— SUPPLIED DATA —
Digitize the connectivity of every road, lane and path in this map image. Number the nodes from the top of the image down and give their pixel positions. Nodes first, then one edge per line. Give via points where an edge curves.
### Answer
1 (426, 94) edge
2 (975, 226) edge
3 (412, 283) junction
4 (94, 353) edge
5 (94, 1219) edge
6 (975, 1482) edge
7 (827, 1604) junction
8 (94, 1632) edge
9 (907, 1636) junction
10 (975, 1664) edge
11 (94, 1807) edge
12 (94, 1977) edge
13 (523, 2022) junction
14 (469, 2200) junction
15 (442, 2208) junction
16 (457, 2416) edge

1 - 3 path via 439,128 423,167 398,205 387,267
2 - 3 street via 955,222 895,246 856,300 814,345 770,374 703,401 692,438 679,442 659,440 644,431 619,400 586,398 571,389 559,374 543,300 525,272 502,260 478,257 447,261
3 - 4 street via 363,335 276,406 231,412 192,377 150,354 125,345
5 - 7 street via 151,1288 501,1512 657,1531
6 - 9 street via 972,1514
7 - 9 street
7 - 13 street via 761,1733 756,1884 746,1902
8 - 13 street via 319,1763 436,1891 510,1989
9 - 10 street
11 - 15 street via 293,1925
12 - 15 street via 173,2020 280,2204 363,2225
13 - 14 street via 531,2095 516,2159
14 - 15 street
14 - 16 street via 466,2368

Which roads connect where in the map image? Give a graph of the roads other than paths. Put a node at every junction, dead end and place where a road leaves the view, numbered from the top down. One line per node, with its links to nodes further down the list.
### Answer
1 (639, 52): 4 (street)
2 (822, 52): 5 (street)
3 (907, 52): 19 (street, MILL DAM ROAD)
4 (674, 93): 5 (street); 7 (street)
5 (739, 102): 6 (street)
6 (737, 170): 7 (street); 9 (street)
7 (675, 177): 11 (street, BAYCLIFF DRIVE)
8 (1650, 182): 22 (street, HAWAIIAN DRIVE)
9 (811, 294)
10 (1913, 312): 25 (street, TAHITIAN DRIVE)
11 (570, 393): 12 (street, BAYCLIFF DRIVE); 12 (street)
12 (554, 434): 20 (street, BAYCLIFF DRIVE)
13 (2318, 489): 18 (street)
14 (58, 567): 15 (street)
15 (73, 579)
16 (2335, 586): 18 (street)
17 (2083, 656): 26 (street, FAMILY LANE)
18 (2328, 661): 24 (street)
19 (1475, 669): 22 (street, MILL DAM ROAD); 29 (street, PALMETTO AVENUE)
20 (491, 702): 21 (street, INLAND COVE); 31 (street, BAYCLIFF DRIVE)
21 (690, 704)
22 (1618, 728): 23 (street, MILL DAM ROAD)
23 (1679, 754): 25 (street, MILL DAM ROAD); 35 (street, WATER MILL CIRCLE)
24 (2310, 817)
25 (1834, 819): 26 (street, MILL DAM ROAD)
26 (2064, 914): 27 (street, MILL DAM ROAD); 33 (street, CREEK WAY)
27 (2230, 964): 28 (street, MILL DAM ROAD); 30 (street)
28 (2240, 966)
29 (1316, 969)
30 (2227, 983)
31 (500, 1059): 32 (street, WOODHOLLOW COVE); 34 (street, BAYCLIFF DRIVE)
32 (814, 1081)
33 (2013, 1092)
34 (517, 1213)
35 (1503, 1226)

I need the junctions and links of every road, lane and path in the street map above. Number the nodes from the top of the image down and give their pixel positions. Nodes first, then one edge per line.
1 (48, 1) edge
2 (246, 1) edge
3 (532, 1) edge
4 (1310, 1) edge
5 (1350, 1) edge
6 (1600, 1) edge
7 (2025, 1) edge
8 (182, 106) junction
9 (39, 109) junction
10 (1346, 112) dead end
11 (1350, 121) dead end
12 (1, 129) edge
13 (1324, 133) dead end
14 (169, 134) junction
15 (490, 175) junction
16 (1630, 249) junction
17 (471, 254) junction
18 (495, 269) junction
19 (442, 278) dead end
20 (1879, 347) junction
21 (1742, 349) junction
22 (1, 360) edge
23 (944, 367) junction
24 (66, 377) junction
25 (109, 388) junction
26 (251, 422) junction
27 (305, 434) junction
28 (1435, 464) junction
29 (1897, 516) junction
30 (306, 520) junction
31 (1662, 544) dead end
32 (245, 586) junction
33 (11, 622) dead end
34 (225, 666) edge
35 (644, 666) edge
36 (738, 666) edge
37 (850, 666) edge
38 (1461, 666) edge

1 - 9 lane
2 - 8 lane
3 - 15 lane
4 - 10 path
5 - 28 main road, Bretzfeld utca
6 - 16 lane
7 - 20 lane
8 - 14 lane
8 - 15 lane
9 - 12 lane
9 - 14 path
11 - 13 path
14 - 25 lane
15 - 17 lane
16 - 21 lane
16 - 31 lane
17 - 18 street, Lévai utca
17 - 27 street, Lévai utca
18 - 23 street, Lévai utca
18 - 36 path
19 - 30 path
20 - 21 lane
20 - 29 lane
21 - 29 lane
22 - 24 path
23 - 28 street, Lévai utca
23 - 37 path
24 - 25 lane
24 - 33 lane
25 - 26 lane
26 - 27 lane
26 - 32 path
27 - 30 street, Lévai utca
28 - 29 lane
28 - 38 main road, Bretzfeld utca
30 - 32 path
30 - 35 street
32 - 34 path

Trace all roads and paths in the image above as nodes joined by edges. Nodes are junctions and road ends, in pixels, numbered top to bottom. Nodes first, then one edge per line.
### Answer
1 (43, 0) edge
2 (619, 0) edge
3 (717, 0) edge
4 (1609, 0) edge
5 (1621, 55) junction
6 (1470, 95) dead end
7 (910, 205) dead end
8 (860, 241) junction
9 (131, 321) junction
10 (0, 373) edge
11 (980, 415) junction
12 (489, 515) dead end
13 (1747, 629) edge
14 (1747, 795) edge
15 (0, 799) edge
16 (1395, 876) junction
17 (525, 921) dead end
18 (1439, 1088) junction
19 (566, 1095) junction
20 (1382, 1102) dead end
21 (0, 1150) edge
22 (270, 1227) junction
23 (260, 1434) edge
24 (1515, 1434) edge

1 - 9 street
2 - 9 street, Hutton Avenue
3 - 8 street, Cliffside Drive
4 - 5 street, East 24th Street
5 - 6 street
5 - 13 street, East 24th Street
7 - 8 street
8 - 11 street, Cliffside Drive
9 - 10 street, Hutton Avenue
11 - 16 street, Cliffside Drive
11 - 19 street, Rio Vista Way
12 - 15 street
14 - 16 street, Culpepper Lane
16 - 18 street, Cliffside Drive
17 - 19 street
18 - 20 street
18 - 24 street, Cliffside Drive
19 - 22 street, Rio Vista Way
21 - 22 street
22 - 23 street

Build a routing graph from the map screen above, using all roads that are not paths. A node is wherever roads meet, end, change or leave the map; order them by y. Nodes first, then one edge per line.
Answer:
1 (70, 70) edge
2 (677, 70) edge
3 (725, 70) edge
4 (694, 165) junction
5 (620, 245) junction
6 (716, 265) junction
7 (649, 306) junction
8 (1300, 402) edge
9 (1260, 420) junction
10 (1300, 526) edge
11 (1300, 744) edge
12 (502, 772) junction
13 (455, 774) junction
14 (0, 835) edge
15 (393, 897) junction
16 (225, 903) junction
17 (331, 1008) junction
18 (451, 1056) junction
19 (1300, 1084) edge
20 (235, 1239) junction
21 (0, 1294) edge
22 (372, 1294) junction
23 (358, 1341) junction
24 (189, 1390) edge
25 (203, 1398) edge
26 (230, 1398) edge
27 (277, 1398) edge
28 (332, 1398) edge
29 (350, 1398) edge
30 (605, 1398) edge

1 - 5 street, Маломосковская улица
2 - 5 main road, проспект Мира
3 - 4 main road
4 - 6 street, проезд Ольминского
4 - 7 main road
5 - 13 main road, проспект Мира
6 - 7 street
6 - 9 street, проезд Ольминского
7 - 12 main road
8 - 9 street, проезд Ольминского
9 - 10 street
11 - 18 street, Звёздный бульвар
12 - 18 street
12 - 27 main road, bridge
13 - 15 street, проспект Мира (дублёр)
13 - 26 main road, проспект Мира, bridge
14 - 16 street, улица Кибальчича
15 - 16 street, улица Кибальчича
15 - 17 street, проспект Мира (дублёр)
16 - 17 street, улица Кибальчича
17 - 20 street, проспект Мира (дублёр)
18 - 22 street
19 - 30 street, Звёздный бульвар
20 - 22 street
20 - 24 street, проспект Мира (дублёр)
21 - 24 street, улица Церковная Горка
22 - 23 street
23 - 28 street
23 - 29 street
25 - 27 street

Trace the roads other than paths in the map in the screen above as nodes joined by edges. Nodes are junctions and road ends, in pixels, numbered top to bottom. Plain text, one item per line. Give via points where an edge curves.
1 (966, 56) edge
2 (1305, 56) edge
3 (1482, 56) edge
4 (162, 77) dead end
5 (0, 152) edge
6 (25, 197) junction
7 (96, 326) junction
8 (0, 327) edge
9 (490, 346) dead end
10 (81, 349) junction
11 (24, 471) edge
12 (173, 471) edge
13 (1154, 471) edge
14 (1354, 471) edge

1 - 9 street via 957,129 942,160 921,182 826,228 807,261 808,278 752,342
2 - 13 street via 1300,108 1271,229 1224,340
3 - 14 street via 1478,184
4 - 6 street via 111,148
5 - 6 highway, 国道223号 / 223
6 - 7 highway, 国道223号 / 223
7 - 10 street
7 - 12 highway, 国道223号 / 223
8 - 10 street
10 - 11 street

— ASSIGNMENT —
Only lines with the word "graph" are wanted, so copy each one from the records.

— EXPECTED ANSWER —
Which roads connect where in the map image? Give a graph of the roads other than paths. Put a node at every junction, dead end and place where a road leaves the view, numbered from the top down. One line per node, with its links to nodes further down the list.
Build a routing graph from the map screen above, using all roads that are not paths. A node is wherever roads meet, end, change or leave the map; order them by y. Nodes first, then one edge per line.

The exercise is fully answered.